4. Write with a clear eye. As you can see from the excerpts above, Cambria writes descriptively and forcefully but without a lot of emotion. This can be a huge task when writing about kids being harmed and killed. The tendency is to want to include every last adorable detail about the children before delivering the blow that they were ripped out of their family's life in an instant. Cambria does provide some details about the families in her stories, but she mostly keeps her stories focused on the problems with the system. To accomplish this, she personalizes the families in other ways. When you click on the name of a child in the story, for example, a box pops up with the basic details of the child's case and a link to a story about the child and, in some cases, a video. And, if you really feel like crying today, click on this page with photos of many of the children.
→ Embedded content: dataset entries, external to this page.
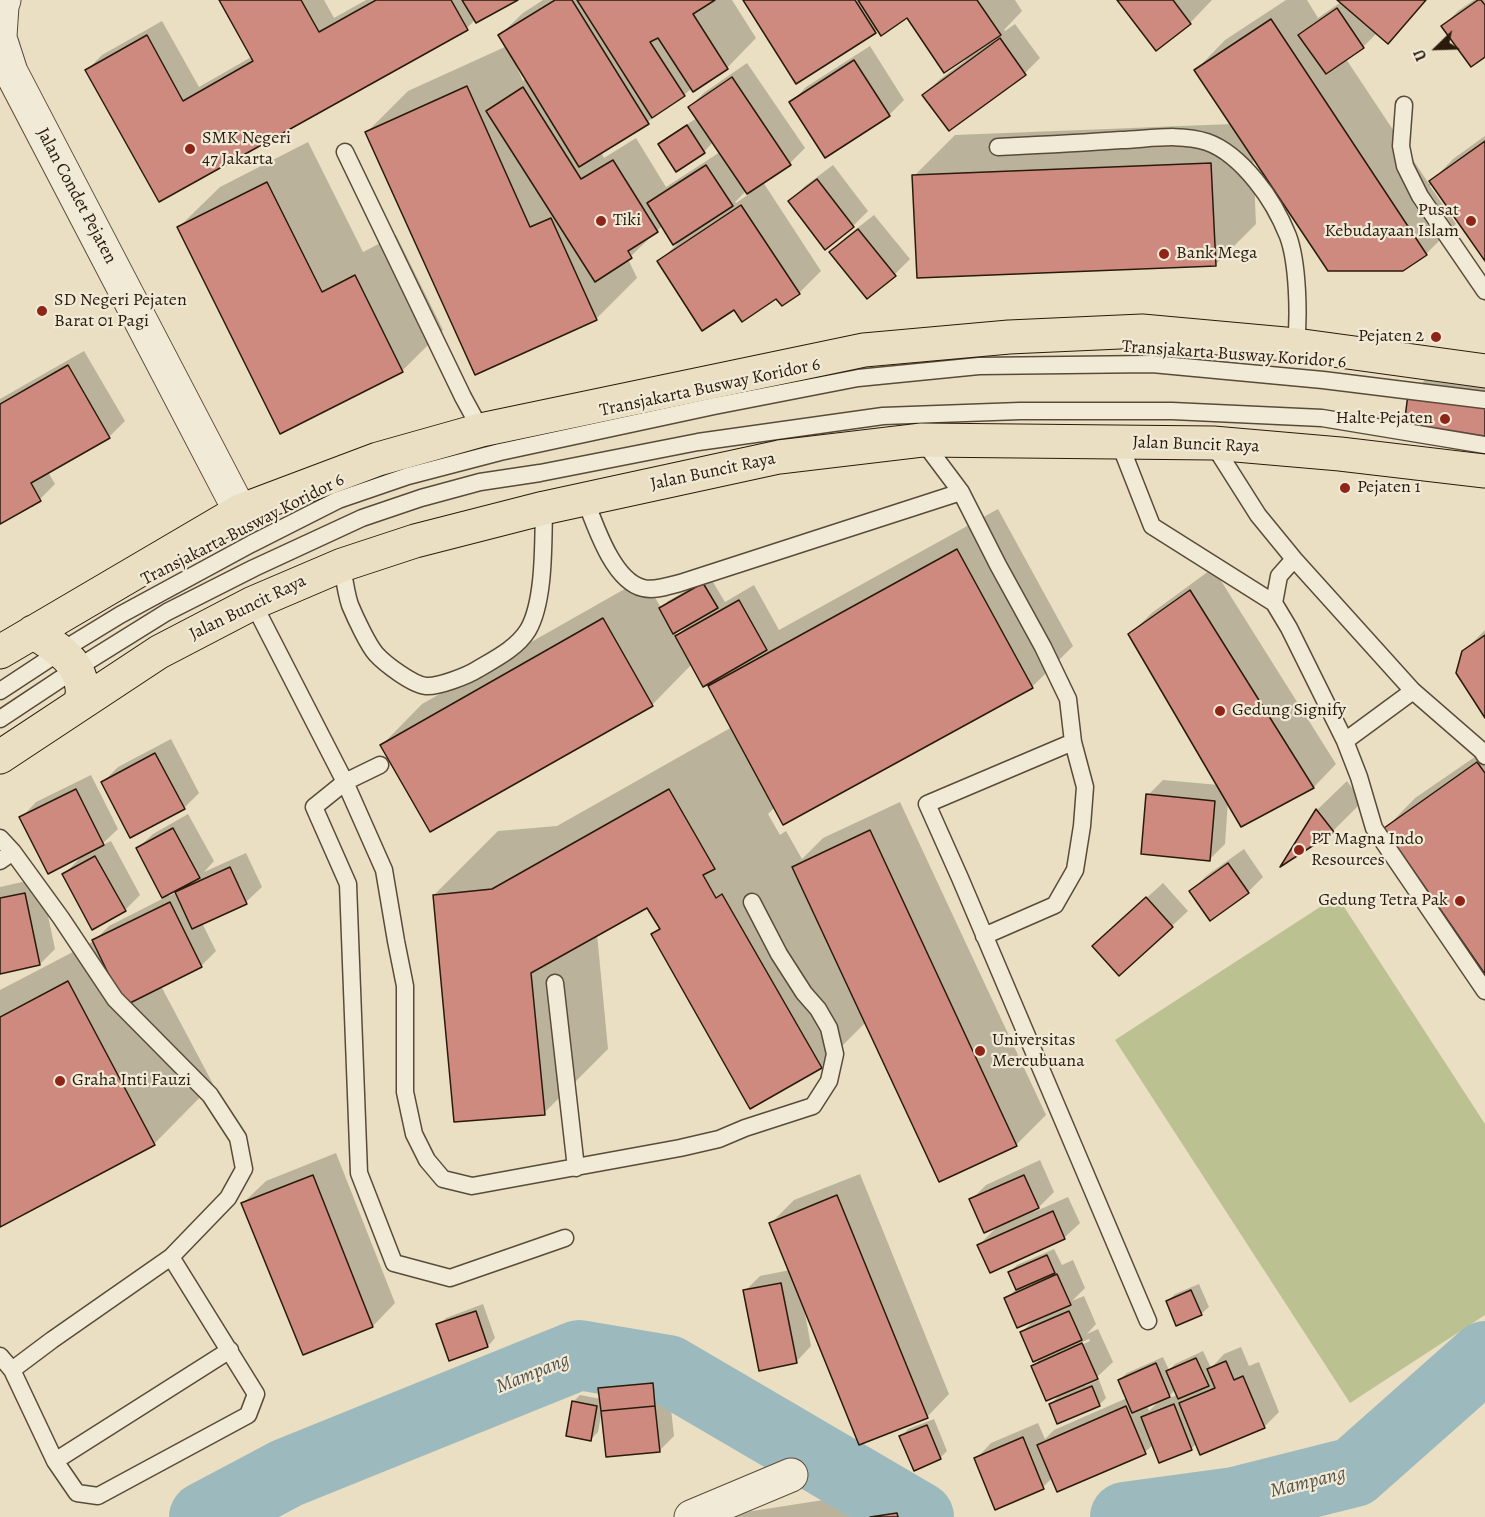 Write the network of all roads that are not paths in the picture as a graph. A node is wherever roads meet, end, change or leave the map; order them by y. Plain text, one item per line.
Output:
1 (1, 17) edge
2 (1404, 105) dead end
3 (998, 147) dead end
4 (345, 152) dead end
5 (1485, 291) edge
6 (1296, 345) junction
7 (1485, 371) edge
8 (1485, 400) edge
9 (481, 430) junction
10 (922, 440) junction
11 (1119, 442) junction
12 (1213, 444) junction
13 (1485, 445) edge
14 (1485, 471) edge
15 (962, 492) junction
16 (585, 499) junction
17 (544, 508) junction
18 (240, 511) junction
19 (1294, 559) junction
20 (342, 565) junction
21 (253, 603) junction
22 (1274, 603) junction
23 (33, 632) junction
24 (0, 652) edge
25 (69, 659) junction
26 (0, 691) edge
27 (1413, 691) junction
28 (81, 703) junction
29 (0, 719) edge
30 (1345, 741) junction
31 (1073, 742) junction
32 (1485, 756) edge
33 (0, 757) edge
34 (380, 765) dead end
35 (345, 782) junction
36 (0, 838) edge
37 (6, 857) edge
38 (752, 902) dead end
39 (984, 936) junction
40 (555, 983) dead end
41 (1485, 991) edge
42 (576, 1168) junction
43 (565, 1238) dead end
44 (171, 1257) junction
45 (1148, 1321) dead end
46 (230, 1350) junction
47 (0, 1356) edge
48 (12, 1370) junction
49 (55, 1461) junction
50 (791, 1475) dead end
51 (691, 1517) edge

1 - 18 street, Jalan Condet Pejaten
2 - 5 lane
3 - 6 lane
4 - 9 lane
6 - 7 main road
6 - 9 main road
8 - 25 lane, Transjakarta Busway Koridor 6
9 - 18 main road
10 - 11 main road, Jalan Buncit Raya
10 - 15 lane
10 - 16 main road, Jalan Buncit Raya
11 - 12 main road, Jalan Buncit Raya
11 - 22 lane
12 - 14 main road, Jalan Buncit Raya
12 - 19 lane
13 - 25 lane, Transjakarta Busway Koridor 6
15 - 16 lane
15 - 31 lane
16 - 17 main road, Jalan Buncit Raya
17 - 20 main road, Jalan Buncit Raya
17 - 20 lane
18 - 23 main road
19 - 22 lane
19 - 27 lane
20 - 21 main road, Jalan Buncit Raya
21 - 28 main road, Jalan Buncit Raya
21 - 35 lane
22 - 30 lane
23 - 24 main road
23 - 25 main road
25 - 26 lane, Transjakarta Busway Koridor 6
25 - 28 main road
25 - 29 lane, Transjakarta Busway Koridor 6
27 - 30 lane
27 - 32 lane
28 - 33 main road, Jalan Buncit Raya
30 - 41 lane
31 - 39 lane
31 - 39 lane
34 - 35 lane
35 - 42 lane
35 - 43 lane
36 - 37 lane
37 - 44 lane
38 - 42 lane
39 - 45 lane
40 - 42 lane
44 - 46 lane
44 - 48 lane
46 - 49 lane
46 - 49 lane
47 - 48 lane
48 - 49 lane
50 - 51 street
5. Fight for disclosure. If you really want to turn those tears into anger, though, pay attention to how many babies on that same page don't have names: fully one-third. Throughout the series, Cambria documents the problems with the fractured, often anonymous way that complaints about day care providers are captured. She writes:
The Post-Dispatch attempted to do what Missouri's child care system has not - provide a clear and public accounting of deaths in child care. The newspaper compiled public documents on the 45 known cases, piecing together the identities and circumstances in as many of the deaths as possible. Information on those deaths was filed in separate state and local offices. Details often were not shared with regulators or the public. As a result, in 15 cases, the name of the child and child care provider were not released. The system makes it nearly impossible for parents considering day care in Missouri to determine whether a child has died in a facility - or whether most providers follow proper safety standards.